[Dataset entries]
'''

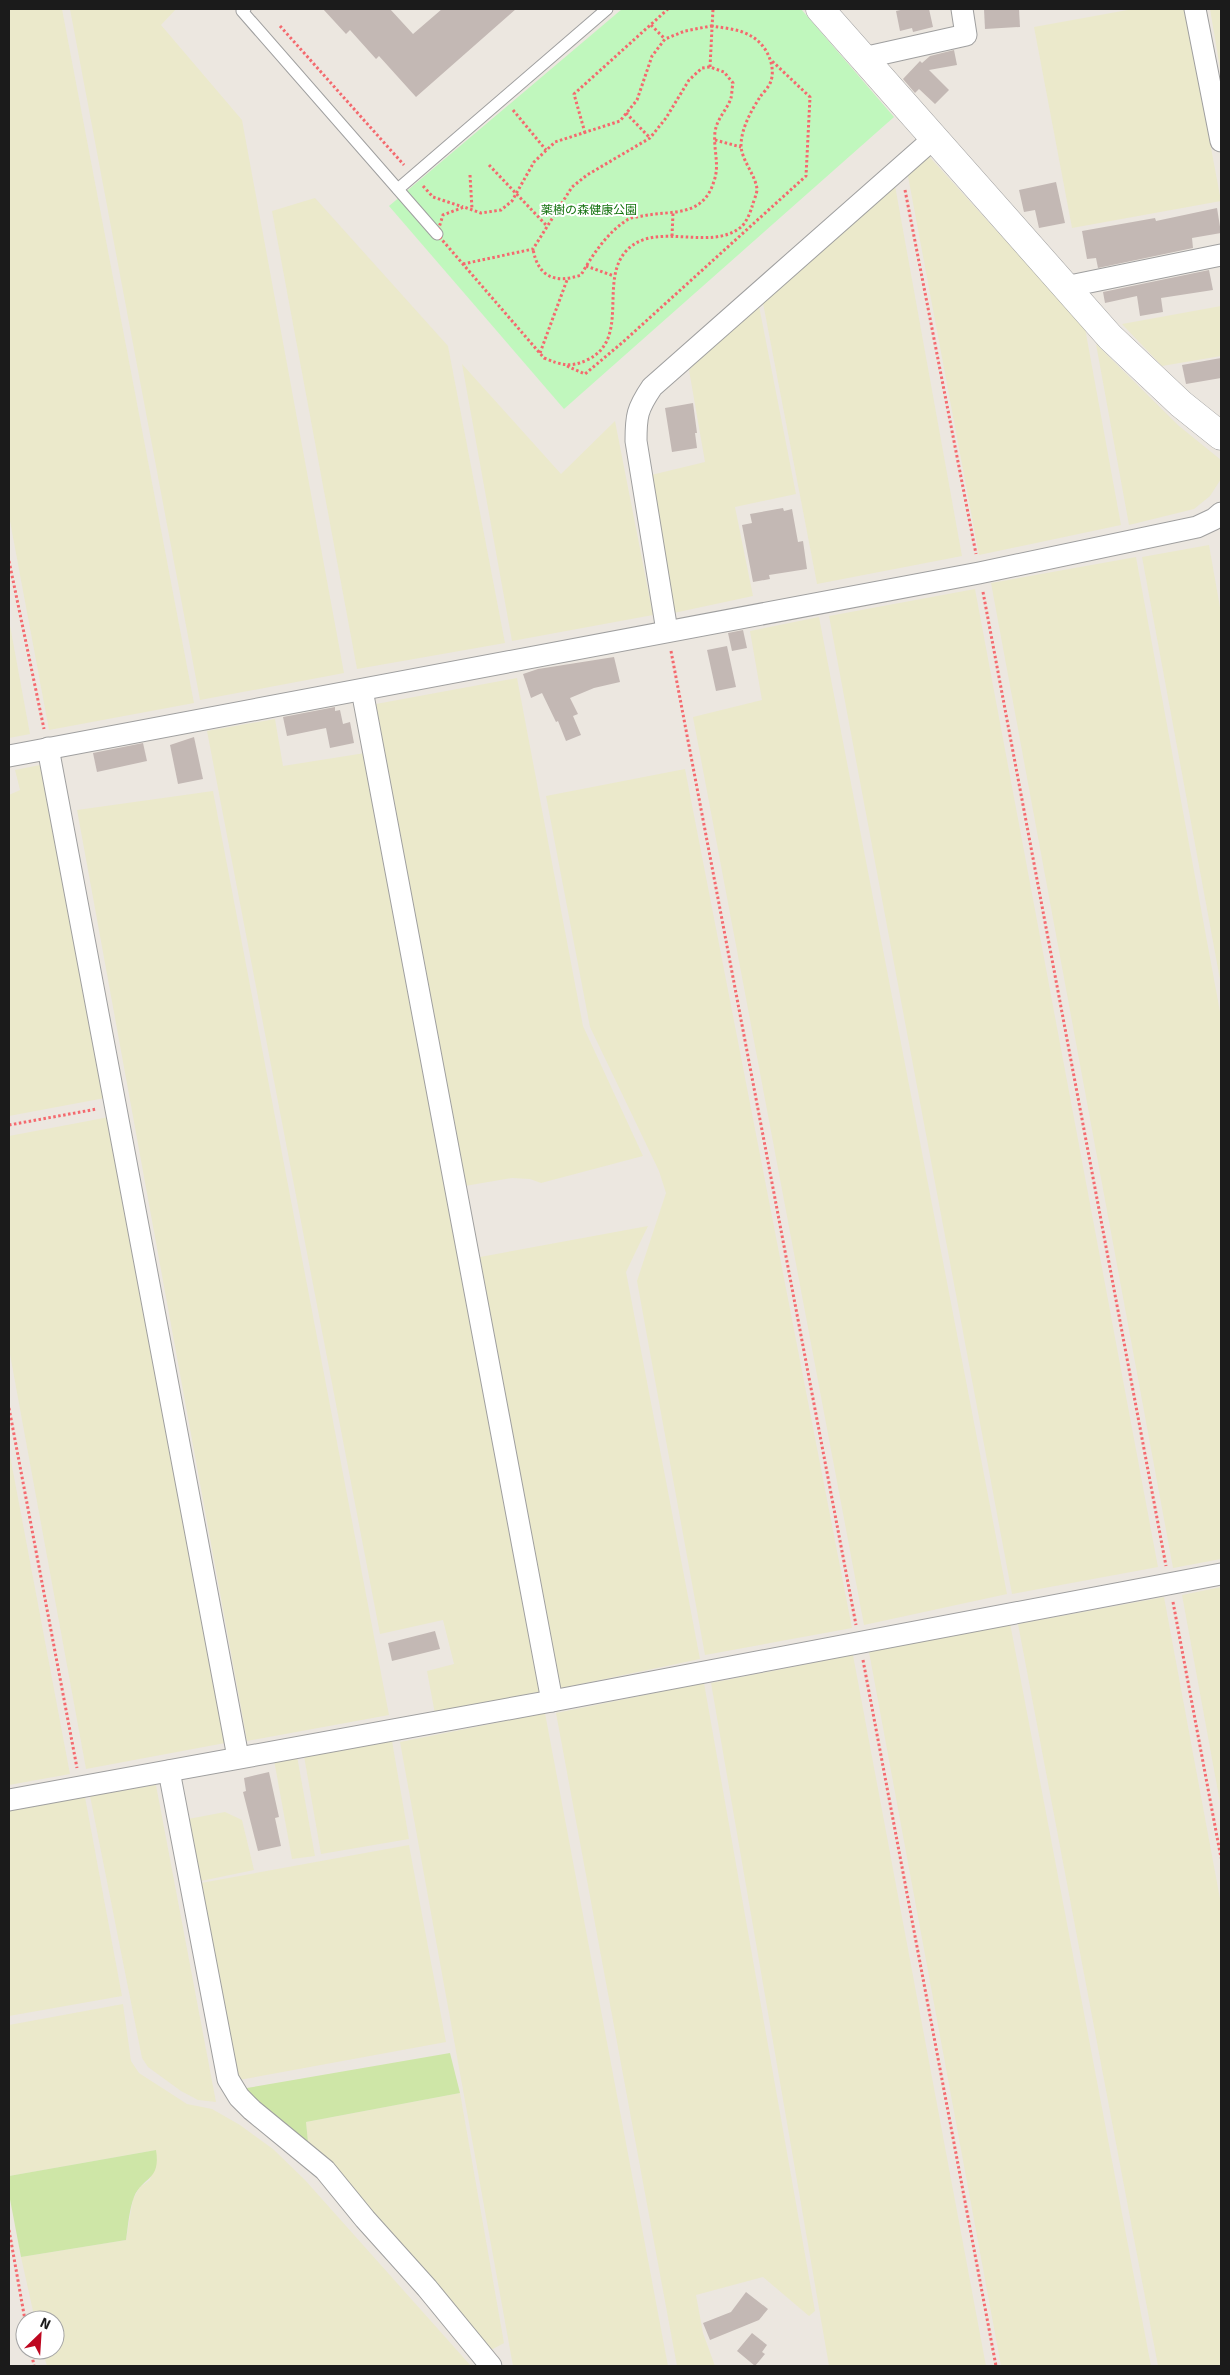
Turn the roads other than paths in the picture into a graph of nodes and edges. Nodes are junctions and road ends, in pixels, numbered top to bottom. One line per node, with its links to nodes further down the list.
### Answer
1 (245, 9): 9 (lane)
2 (607, 9): 9 (lane)
3 (820, 9): 6 (street)
4 (962, 9): 6 (street)
5 (1195, 9): 8 (street)
6 (862, 58): 7 (street)
7 (933, 138): 12 (street); 15 (street)
8 (1221, 141)
9 (398, 189): 10 (lane)
10 (437, 234)
11 (1221, 255): 12 (street)
12 (1065, 286): 13 (street)
13 (1221, 436)
14 (1221, 512): 15 (street)
15 (667, 630): 16 (street)
16 (362, 690): 17 (street); 20 (street)
17 (48, 748): 18 (street); 21 (street)
18 (9, 756)
19 (1221, 1574): 20 (street)
20 (552, 1701): 21 (street)
21 (238, 1757): 22 (street)
22 (169, 1771): 23 (street); 24 (street)
23 (9, 1800)
24 (491, 2366)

'''

### Exercise
Every record above must be given again exactly; drop the pictures.

### Result below
Turn the roads other than paths in the picture into a graph of nodes and edges. Nodes are junctions and road ends, in pixels, numbered top to bottom. One line per node, with its links to nodes further down the list.
### Answer
1 (245, 9): 9 (lane)
2 (607, 9): 9 (lane)
3 (820, 9): 6 (street)
4 (962, 9): 6 (street)
5 (1195, 9): 8 (street)
6 (862, 58): 7 (street)
7 (933, 138): 12 (street); 15 (street)
8 (1221, 141)
9 (398, 189): 10 (lane)
10 (437, 234)
11 (1221, 255): 12 (street)
12 (1065, 286): 13 (street)
13 (1221, 436)
14 (1221, 512): 15 (street)
15 (667, 630): 16 (street)
16 (362, 690): 17 (street); 20 (street)
17 (48, 748): 18 (street); 21 (street)
18 (9, 756)
19 (1221, 1574): 20 (street)
20 (552, 1701): 21 (street)
21 (238, 1757): 22 (street)
22 (169, 1771): 23 (street); 24 (street)
23 (9, 1800)
24 (491, 2366)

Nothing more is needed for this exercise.